In the absence of the painting the frame itself has become the exhibit. People stop to read the story of the thieves and marvel at the empty frame. It isn’t significantly different from the others in the gallery, but being on the wall empty gives you a chance to really see it.
The frame is normally a guide directing you to the destination. However, when there isn’t clear content the frame can become the destination. In computer software the frame contains useful options like menu bars, toolbars, and extra links. Most web applications have heavier frames than their desktop counterparts. I edit most of my blog posts in SlickEdit. It is my favorite editor in part because it has hardly any frame at all. I can expand the content I’m working on and see as much of it as my screen allows. Products like WriteRoom offer the same feeling for a less technical audience.
Most web pages use an overbearing active frame and blogs are the worst. The content is surrounded by best of posts, Twitter links, and other bric-a-brac. The Thesis Theme (which I’m using on this site) surrounds the page on two sides with navigation elements and extras that try to pull and guide you through other content available on the site. There are other configurations that surround the content on all four sides. With a header, a footer, and two sidebars this pattern is common for blogs.
The transition from a larger frame to the smaller one signals a transition from author to reader. On a desktop you’re the author and the frame disappears. The content you’re creating is the entire focus of your attention. On the web you become the reader. The author tries to guide you through the content they want you to see. They fill the frame with extra information and links to keep you clicking. Letting the author guide you through the content is fine, but when the frame overwhelms the picture you have a problem.
Tools like the Adobe Acrobat Reader blur the line. They make you the active reader. You choose your own content and don’t need them to guide you to a different file. The navigation is there if you need it, but it isn’t in your face. It takes an opt-in approach.
When you design your interfaces there are a few different frame metaphors to choose from.
Invisible frames let the content stand completely on its own. These frames do nothing to distract you from the middle and are the choice of WriteRoom where the software is meant to present a little distraction as possible.
Minimalist frames, like the ones in SlickEdit and Adobe Acrobat, give you the chance to add a little functionality with a minimum of distraction.
Dynamic frames slide in and out as needed; normally when the mouse gets close to them.
Active frames provide additional information like links and other data that is almost as important as the content.

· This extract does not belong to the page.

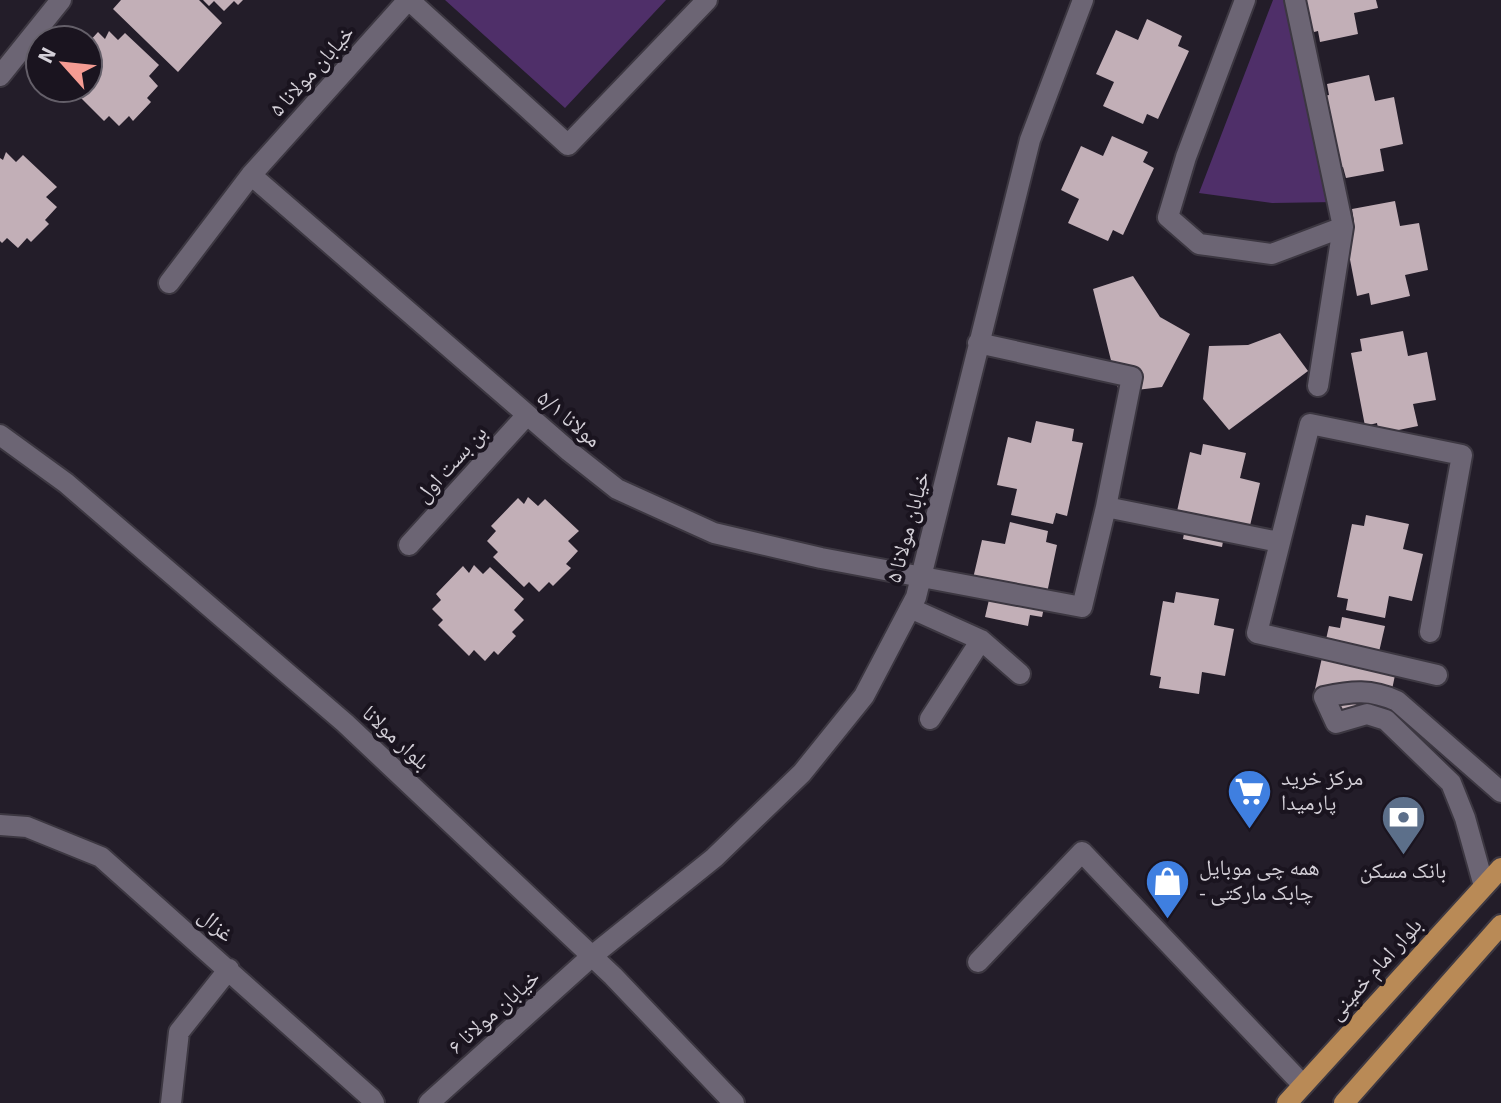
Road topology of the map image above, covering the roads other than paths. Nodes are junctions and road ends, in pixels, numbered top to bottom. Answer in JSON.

Fluid frames allow the content to interact with and sometimes extend beyond the frame. Fluid frames provide the interactivity of active frames without the hard border. Jason Santa Maria has some excellent examples of fluid frames on his articles Royal, Pretty Sketchy, and Oh Snap.
Overwhelming frames take up more space and attention than the content in the middle. Creating such a large distraction from the content is rarely a good idea.
Appropriate framing helps your user understand the nature of your application. It sets their expectations. Providing extra information is the frame is OK, but never forget the cardinal rule: content is king. Hopefully The Storm On The Sea of Galilee will be returned to the museum one day. When that happens people will once again look at the painting instead of the frame.
And in case you’re curious, the painting linking to this article from the main page is Escapando de la crítica, 1874 by Pere Borrell del Caso.